The long (long) view

Don Coxe says it took him over a quarter century to develop his triple waterfall theory. In his words, he started out trying to imagine what economic historians would be writing about a hundred years on. Realizing they would focus on the grand sweeping movements (to the exclusion of minor fluctuations), Coxe felt motivated to do the same.

Triple waterfall theory is a variation on a popular asset allocation theme, namely that the ultimate investment strategy only requires one or two major decisions per era. As research house Gavekal puts it, imagine being fully vested in gold and oil through the 1970s, going on vacation, coming back to buy Japan and zero coupon bonds for the 1980s, hitting the beach for ten years more, then scooping up tech stocks and JGBs for the 1990's. (For this decade the smart play has been Asia and commodities, though of course we are only half through.)
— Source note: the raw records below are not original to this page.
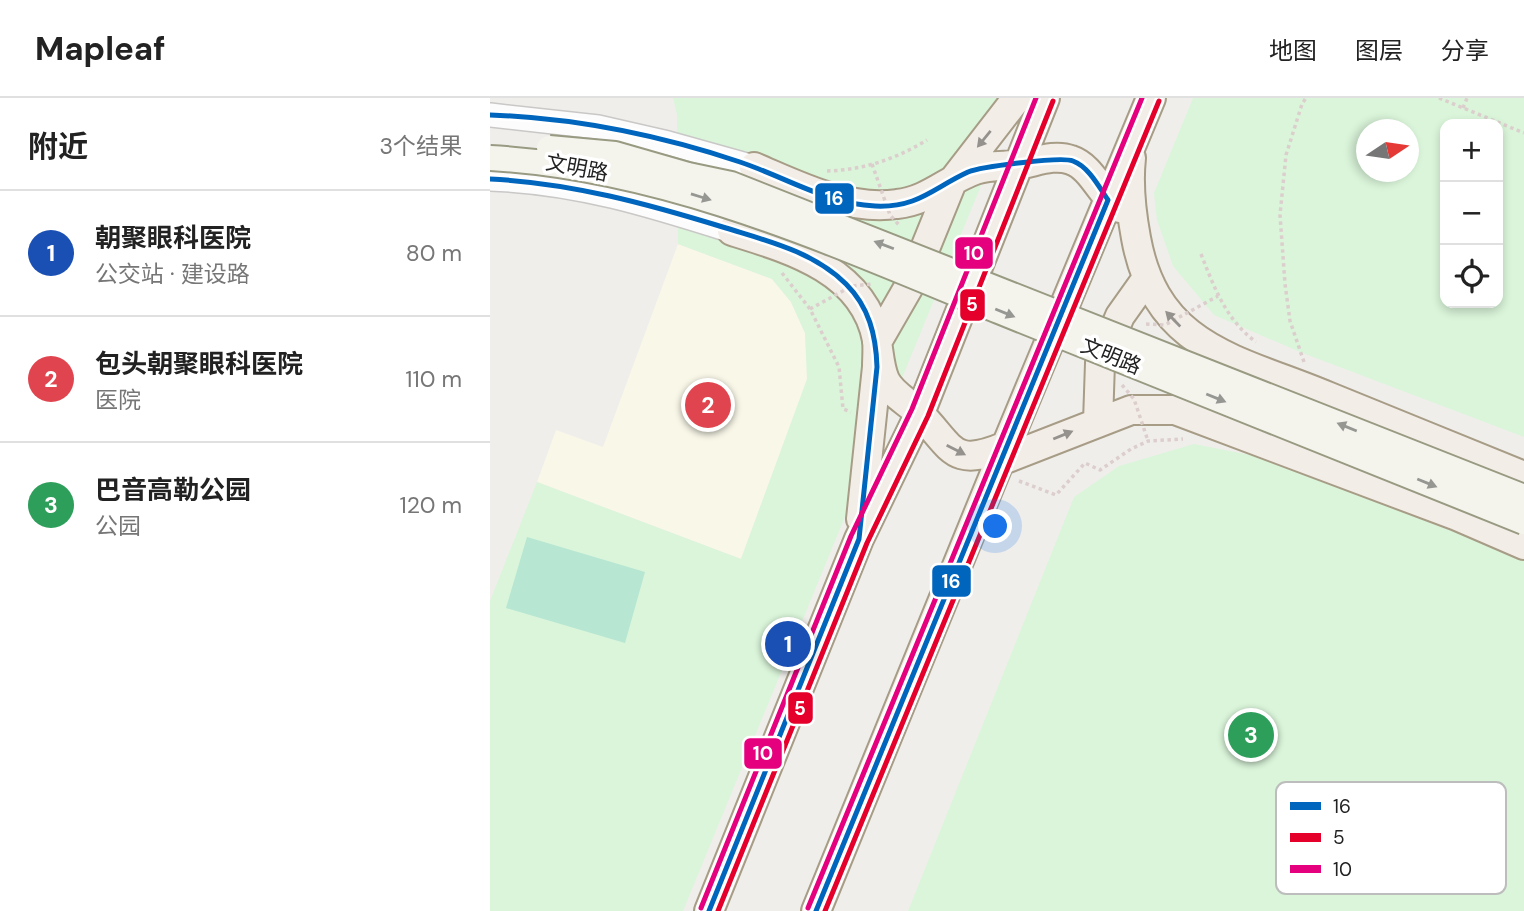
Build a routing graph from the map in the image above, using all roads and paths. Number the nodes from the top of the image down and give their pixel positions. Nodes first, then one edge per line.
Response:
1 (1017, 98) edge
2 (1045, 98) edge
3 (1151, 98) edge
4 (1306, 98) edge
5 (1439, 98) edge
6 (1467, 98) edge
7 (1463, 108) junction
8 (490, 115) edge
9 (1524, 133) edge
10 (1134, 137) junction
11 (927, 140) dead end
12 (490, 142) edge
13 (490, 158) edge
14 (872, 164) junction
15 (1019, 165) junction
16 (754, 167) joint
17 (821, 171) dead end
18 (490, 179) edge
19 (952, 182) junction
20 (1108, 200) junction
21 (1134, 226) junction
22 (905, 229) dead end
23 (732, 231) joint
24 (1200, 254) dead end
25 (774, 268) dead end
26 (1147, 278) junction
27 (876, 284) dead end
28 (1218, 296) junction
29 (810, 309) junction
30 (1145, 324) dead end
31 (877, 342) junction
32 (1261, 346) dead end
33 (1116, 381) dead end
34 (1316, 391) junction
35 (920, 413) junction
36 (854, 414) dead end
37 (1098, 422) junction
38 (1184, 439) dead end
39 (1148, 442) junction
40 (1008, 463) junction
41 (1524, 476) edge
42 (1524, 497) edge
43 (1524, 522) edge
44 (859, 539) junction
45 (1524, 545) edge
46 (709, 911) edge
47 (816, 911) edge

1 -> 19 main road
2 - 15 main road
3 - 10 main road
4 - 34 path
5 - 7 path
6 - 7 path
7 - 9 path
8 - 16 street, 文明路
10 - 20 main road
10 - 21 main road
11 - 14 path
42 -> 12 main road, 文明路, bridge
13 -> 43 main road, 文明路, bridge
14 - 17 path
14 - 22 path, bridge
15 - 19 main road
15 - 20 main road
15 - 35 main road
16 - 19 main road
18 - 23 street, 文明路
19 - 31 main road
20 - 21 main road
20 - 40 main road
21 - 26 main road
23 - 31 main road
24 - 28 path
25 - 29 path
34 -> 26 main road
26 - 37 main road
27 - 29 path, bridge
28 - 30 path, bridge
28 - 32 path
29 - 36 path
31 - 35 main road
31 - 44 main road
33 - 39 path, bridge
34 - 41 main road
35 -> 40 main road
35 - 44 main road
40 -> 37 main road
37 - 45 main road
38 - 39 path
39 - 40 path
40 - 47 main road
44 - 46 main road

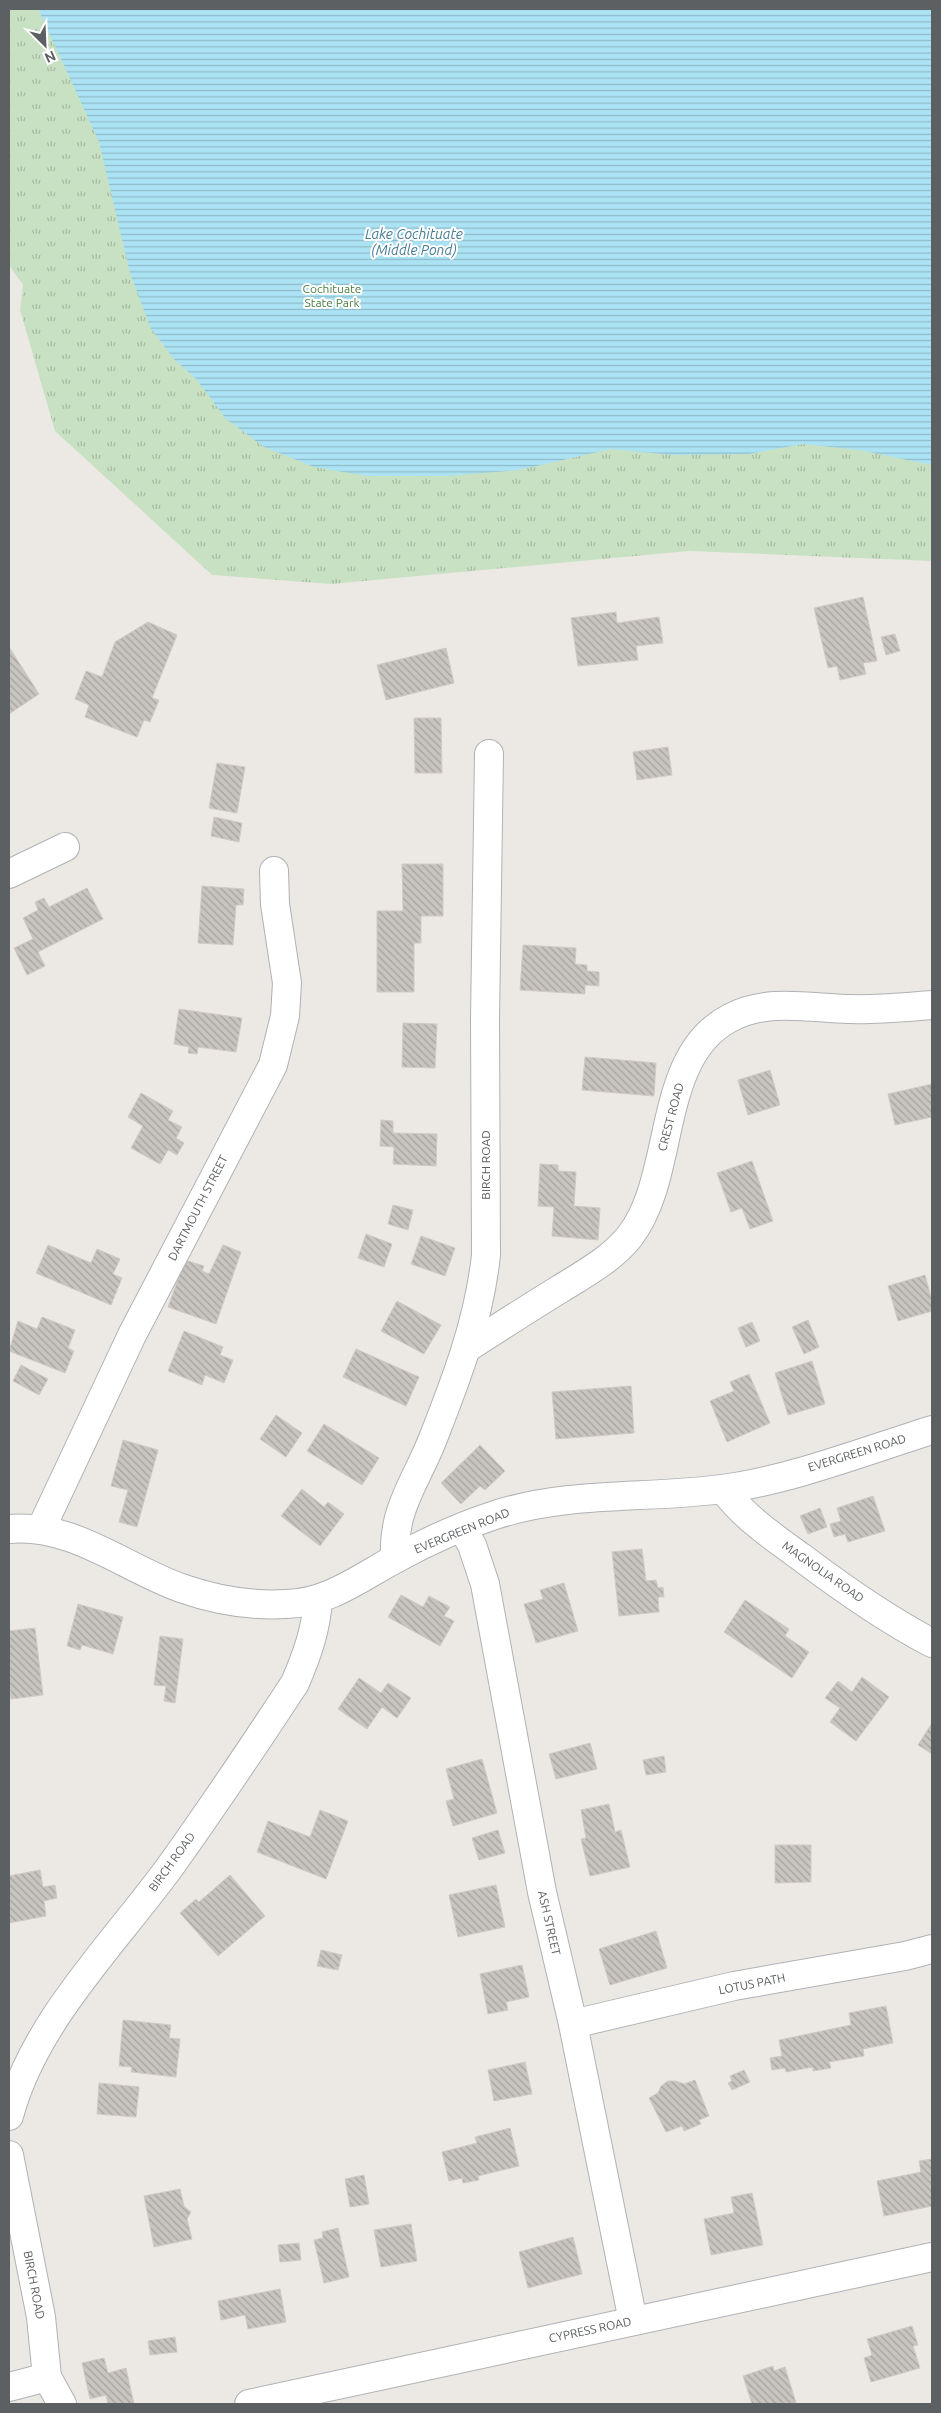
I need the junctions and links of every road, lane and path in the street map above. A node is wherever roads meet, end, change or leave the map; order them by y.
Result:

It is unsurprising to Coxe, and to students of market history in general, that Wall Street is still fighting the last war. As of this writing, crude is rapidly reapproaching $60 a barrel, copper is pushing multi-decade highs, and gold has aggressively decoupled from the dollar as fiat currency worries deepen. Yet the investment houses continue their conceptual love affair with bedraggled and besotted tech stocks, dismissing inflation as benign and the natural resource resurgence as a flash in the pan.
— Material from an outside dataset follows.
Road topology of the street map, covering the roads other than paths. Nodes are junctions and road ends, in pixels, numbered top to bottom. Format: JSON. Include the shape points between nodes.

Coxe's triple waterfall theory is meant to help you avoid making this type of classic mistake. He tours historical events and makes a powerful argument for a disconcerting conclusion: When an asset class goes through a triple waterfall, it doesn't just fall out of favor temporarily. (And if you think the term 'waterfall' is overly dramatic, just pull up a monthly chart of the Philly semiconductor index.) The exile can last for decades, as gold bugs who spent twenty years out in the cold well know.

In addition to warning investors against the danger of hapless old flames, Coxe offers up a "taxonomy of bears," dissecting the rhyme and reason of past bear markets. While his terms are overly cute—teddy bear, baby bear, papa bear etc—the reasoning is sharp and well thought out. He also brushes the dust off a reliable but obscure indicator, the TED spread, and explains why it still has great value during times of international crisis.

One [Amazon] review is pretty harsh on Coxe for his poor mutual fund performance, also nitpicking some demographic predictions and a lack of options coverage. This sounds a lot like sour grapes to me. The purpose of the book is to present ideas and insight based on market history, so what do I care about an offhand view on Latin assimilation... and why would anyone expect an options primer? To me, the book rests squarely on the value of the insights—the big takeaways—and by that measure it's a good read. (A fast one too… I finished it on a coast-to-coast plane trip.)

As I peruse more reviews, I'm realizing that my viewpoint is often at odds with other readers. I truly enjoy market history, original thought, and well written 'big picture' perspectives. Sometimes I get the feeling this is uncommon, and that many are looking for some kind of concrete instructional payoff along the lines of 'do exactly this and this.' If that's what you want, you're barking up the wrong tree (with Coxe's book). In contrast, if you like doing your own thinking and enjoy seasoned perspectives, you'll be pleased.